From XLC's September 2018 inception through 2024, the Communication Services sector has underperformed the S&P 500 total return on most measurement periods, primarily due to the severity of the 2022 bear market. Performance varies significantly by period: 2023 saw substantial outperformance driven by Meta and Alphabet; 2022 saw severe underperformance. Current and historical performance data are available from ETF providers and at sec.gov through XLC's regulatory filings.

Which Communication Services companies have the best long-run track records?

Alphabet (since 2004 IPO) has delivered exceptional long-run returns, growing from approximately $85 (adjusted) to $170+ per share through multiple complete cycles. Meta (since 2012 IPO at $38) has also delivered strong long-run returns despite significant volatility.
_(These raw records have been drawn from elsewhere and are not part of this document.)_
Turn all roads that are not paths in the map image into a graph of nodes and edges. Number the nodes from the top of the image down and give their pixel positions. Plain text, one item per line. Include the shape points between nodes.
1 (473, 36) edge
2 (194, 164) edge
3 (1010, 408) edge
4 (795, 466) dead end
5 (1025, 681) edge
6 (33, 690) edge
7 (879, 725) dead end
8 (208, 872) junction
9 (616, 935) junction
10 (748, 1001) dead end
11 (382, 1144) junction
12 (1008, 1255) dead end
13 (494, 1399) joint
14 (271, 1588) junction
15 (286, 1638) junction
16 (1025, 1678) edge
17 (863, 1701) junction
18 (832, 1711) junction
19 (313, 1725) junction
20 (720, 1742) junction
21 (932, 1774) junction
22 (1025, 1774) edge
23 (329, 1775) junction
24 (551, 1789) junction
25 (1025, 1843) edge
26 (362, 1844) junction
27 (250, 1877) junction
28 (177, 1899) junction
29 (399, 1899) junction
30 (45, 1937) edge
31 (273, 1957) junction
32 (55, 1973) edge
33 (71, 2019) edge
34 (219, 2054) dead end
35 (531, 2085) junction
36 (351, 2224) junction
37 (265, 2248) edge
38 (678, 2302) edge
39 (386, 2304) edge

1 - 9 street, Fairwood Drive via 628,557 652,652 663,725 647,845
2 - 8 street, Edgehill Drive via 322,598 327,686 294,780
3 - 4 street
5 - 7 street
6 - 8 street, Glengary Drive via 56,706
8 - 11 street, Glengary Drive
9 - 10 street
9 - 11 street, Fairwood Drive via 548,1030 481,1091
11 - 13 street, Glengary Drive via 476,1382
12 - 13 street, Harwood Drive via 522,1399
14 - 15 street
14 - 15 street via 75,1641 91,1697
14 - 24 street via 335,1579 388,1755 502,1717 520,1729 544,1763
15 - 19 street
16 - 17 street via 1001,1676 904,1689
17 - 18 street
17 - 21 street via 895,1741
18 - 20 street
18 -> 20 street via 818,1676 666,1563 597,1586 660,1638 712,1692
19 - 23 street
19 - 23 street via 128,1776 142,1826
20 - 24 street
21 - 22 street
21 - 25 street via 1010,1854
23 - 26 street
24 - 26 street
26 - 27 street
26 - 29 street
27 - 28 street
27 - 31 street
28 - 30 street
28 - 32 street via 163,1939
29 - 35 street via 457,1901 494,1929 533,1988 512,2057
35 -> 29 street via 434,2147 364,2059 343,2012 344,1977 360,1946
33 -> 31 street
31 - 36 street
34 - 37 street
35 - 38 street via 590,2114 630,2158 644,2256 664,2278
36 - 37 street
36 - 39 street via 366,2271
T-Mobile has significantly outperformed telecom peers since 2013. Legacy telecom (AT&T, Verizon) has underperformed the market on total return for most 5–10 year periods.

Summary

Communication Services sector historical performance since the 2018 GICS restructuring demonstrates the sector's fundamental character: extraordinary internet platform growth and volatility that dominates sector returns, combined with chronic telecom underperformance that acts as a persistent return drag. The 2022 sector decline (-40%) and 2023 recovery (+55%) illustrated both the cyclicality of advertising-dependent businesses and the resilience of network effect moats that allowed Meta and Alphabet to recover from severe drawdowns. Investors who understand that Communication Services sector performance is primarily internet advertising cycle performance — not a diversified sector with stable defensive characteristics — will calibrate their expectations and position sizes more accurately than those who treat the sector's heterogeneous classification as implying diversification it does not provide.